As the world of data management grows and changes, the roles and participants in data ecosystems must adapt. With the convergence of several influences – big data, self-service analytics, self-service data preparation tools, data science practices, etc. – we’re moving rapidly into an age of data curators and data shoppers. Data shopper describes anyone who is seeking data to meet information or analytics needs. Data curator is a role that is responsible for overseeing a collection of data assets and making it available to and findable by data shoppers.
The word “curated” is used frequently today. The traditional use of the word is associated with collections of artifacts in a museum and works of art in a gallery. More recently, we’ve started to use the term to describe managed collections of many kinds, such as curated content at a website and curated music collections available from streaming services.
Curated data is a collection of datasets selected and managed to meet the needs and interests of a specific group of people. Every enterprise has groups of people with interest in collections of data. Note that the focus here is datasets – files, tables, etc. – that can be accessed and analyzed. The distinction between “collections of data” and “collections of datasets” is subtle but significant.
There are two essential components to making curated data a reality – data curating, and data cataloging.
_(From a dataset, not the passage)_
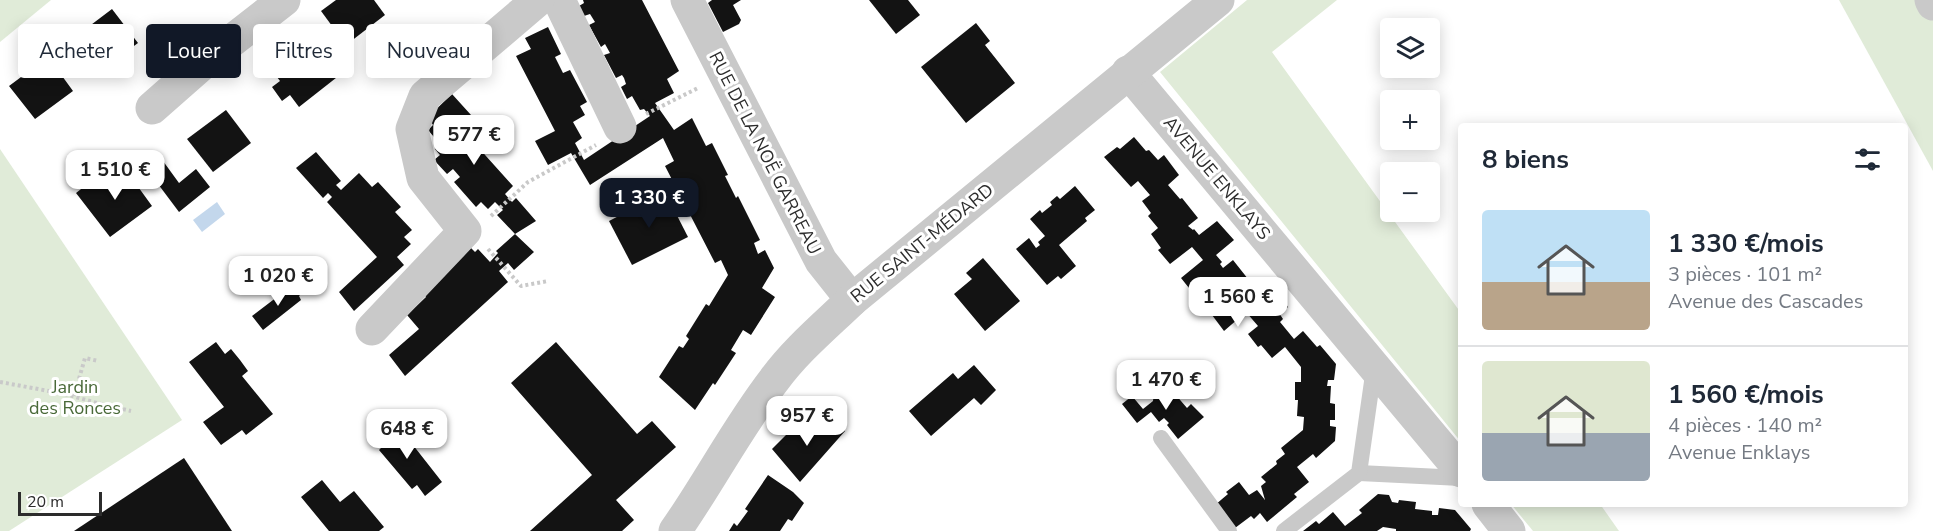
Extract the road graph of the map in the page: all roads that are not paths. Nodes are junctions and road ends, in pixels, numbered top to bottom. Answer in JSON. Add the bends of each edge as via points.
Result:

Curated data introduces a new data management role – the Data Curator. Curating data creates need for a new tool – the Data Catalog.
Data Curation – What, Why, and Who?
In the not too distant past nearly all of the data used by a business was created within the enterprise – transaction data from OLTP systems subsequently transformed to populate data warehouses. Adoption of big data changed that reality with an increasing share of data coming from external sources and, at least in an informal sense, becoming curated data. It is important to recognize that not all curated data is generated externally. Internal processes also create datasets that are curated. The trend toward data curation accelerates as the proportion of external data grows, and as datasets that blend internal and external data (data lake, data sandbox, etc.) gain attention and interest. Analytics processes may also generate new datasets that are subject to curation.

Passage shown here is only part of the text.